Problem
Identify all lines in the data containing the string "Sike". Copy them out.

Records for this task START

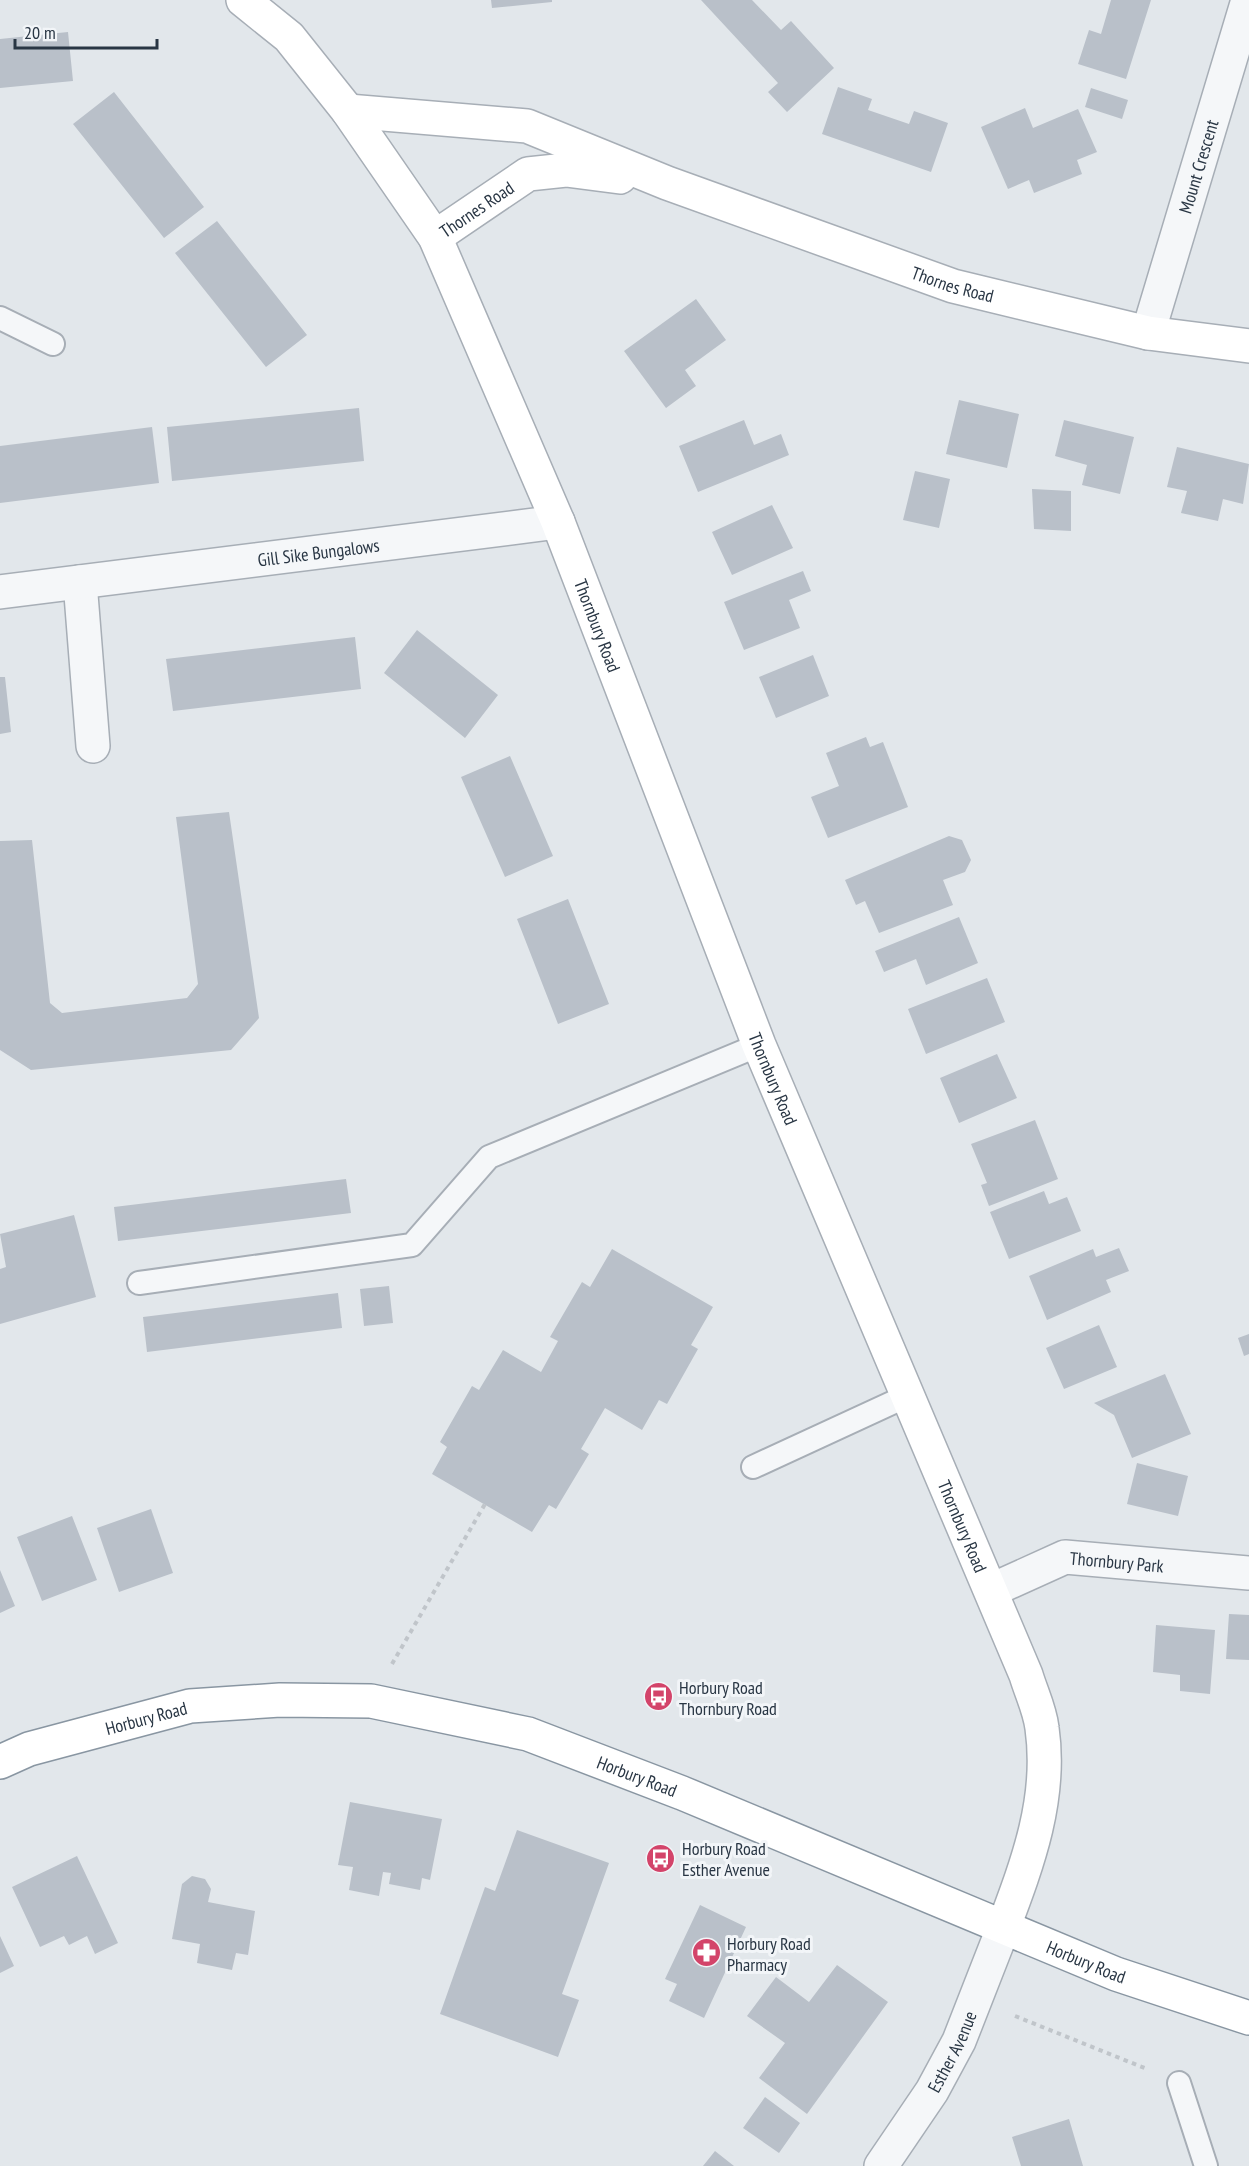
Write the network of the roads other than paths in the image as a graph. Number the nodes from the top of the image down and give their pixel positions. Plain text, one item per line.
1 (243, 0) edge
2 (1248, 0) edge
3 (348, 111) junction
4 (667, 183) junction
5 (435, 237) junction
6 (0, 318) edge
7 (1148, 333) junction
8 (53, 344) dead end
9 (1249, 346) edge
10 (558, 522) junction
11 (80, 582) junction
12 (0, 592) edge
13 (93, 746) dead end
14 (759, 1045) junction
15 (139, 1283) dead end
16 (909, 1395) junction
17 (753, 1467) dead end
18 (1249, 1573) edge
19 (992, 1590) junction
20 (0, 1762) edge
21 (1004, 1926) junction
22 (1249, 2018) edge
23 (1179, 2083) road end
24 (880, 2166) edge
25 (1206, 2166) edge

1 - 3 main road, Thornes Road
2 - 7 street, Mount Crescent
3 - 4 main road, Thornes Road
3 - 5 main road, Thornes Road
4 - 5 main road, Thornes Road
4 - 7 main road, Thornes Road
5 - 10 main road, Thornbury Road
6 - 8 lane
7 - 9 main road, Thornes Road
10 - 11 street, Gill Sike Bungalows
10 - 14 main road, Thornbury Road
11 - 12 street, Gill Sike Bungalows
11 - 13 street
14 - 15 lane
14 - 16 main road, Thornbury Road
16 - 17 lane
16 - 19 main road, Thornbury Road
18 - 19 street, Thornbury Park
19 - 21 main road, Thornbury Road
20 - 21 main road, Horbury Road
21 - 22 main road, Horbury Road
21 - 24 street, Esther Avenue
23 - 25 lane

Records for this task END

Response
10 - 11 street, Gill Sike Bungalows
11 - 12 street, Gill Sike Bungalows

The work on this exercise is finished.